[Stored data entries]

━━━━━━━━━━━━━━━━

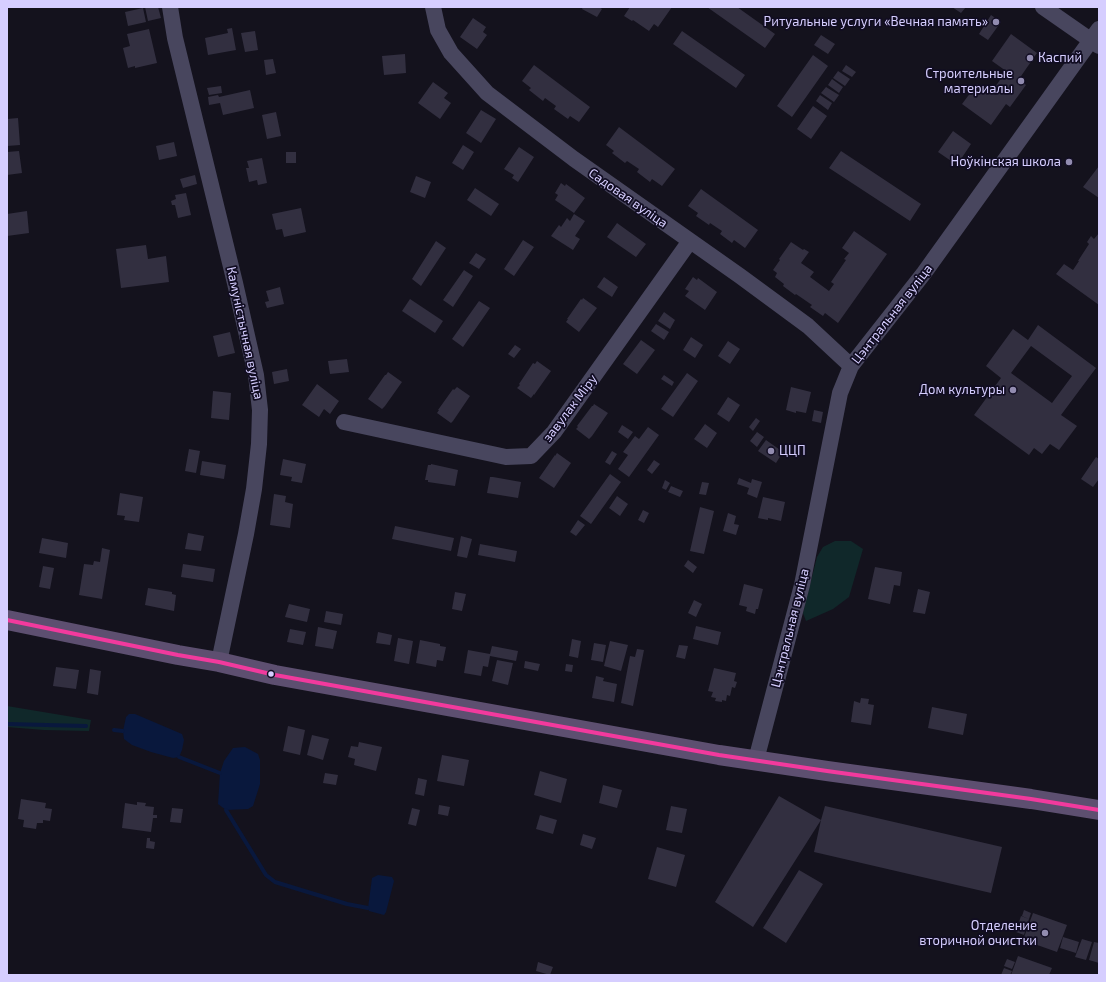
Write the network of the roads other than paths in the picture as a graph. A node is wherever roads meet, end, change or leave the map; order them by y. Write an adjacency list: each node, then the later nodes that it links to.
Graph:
1 (170, 7): 9 (street, Камуністычная вуліца)
2 (433, 7): 5 (street, Садовая вуліца)
3 (1043, 7): 4 (street)
4 (1097, 38): 6 (street, Цэнтральная вуліца)
5 (690, 241): 6 (street, Садовая вуліца); 7 (street, завулак Міру)
6 (851, 366): 10 (street, Цэнтральная вуліца)
7 (344, 422)
8 (7, 620): 9 (main road)
9 (219, 662): 10 (main road)
10 (756, 760): 11 (main road)
11 (1099, 810)

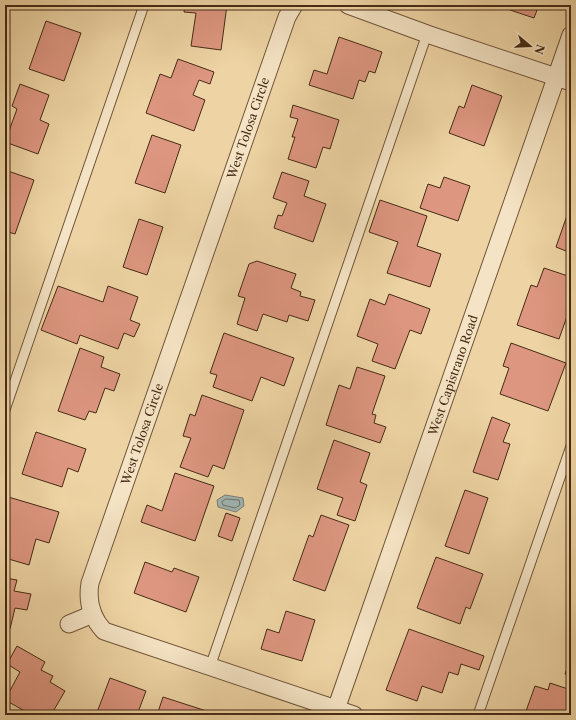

━━━━━━━━━━━━━━━━

*Task objective:*
Each entry above is to be duplicated exactly, and its pictures omitted.

*Reply to the exercise:*
Write the network of the roads other than paths in the picture as a graph. A node is wherever roads meet, end, change or leave the map; order them by y. Write an adjacency list: each node, then the later nodes that it links to.
Graph:
1 (170, 7): 9 (street, Камуністычная вуліца)
2 (433, 7): 5 (street, Садовая вуліца)
3 (1043, 7): 4 (street)
4 (1097, 38): 6 (street, Цэнтральная вуліца)
5 (690, 241): 6 (street, Садовая вуліца); 7 (street, завулак Міру)
6 (851, 366): 10 (street, Цэнтральная вуліца)
7 (344, 422)
8 (7, 620): 9 (main road)
9 (219, 662): 10 (main road)
10 (756, 760): 11 (main road)
11 (1099, 810)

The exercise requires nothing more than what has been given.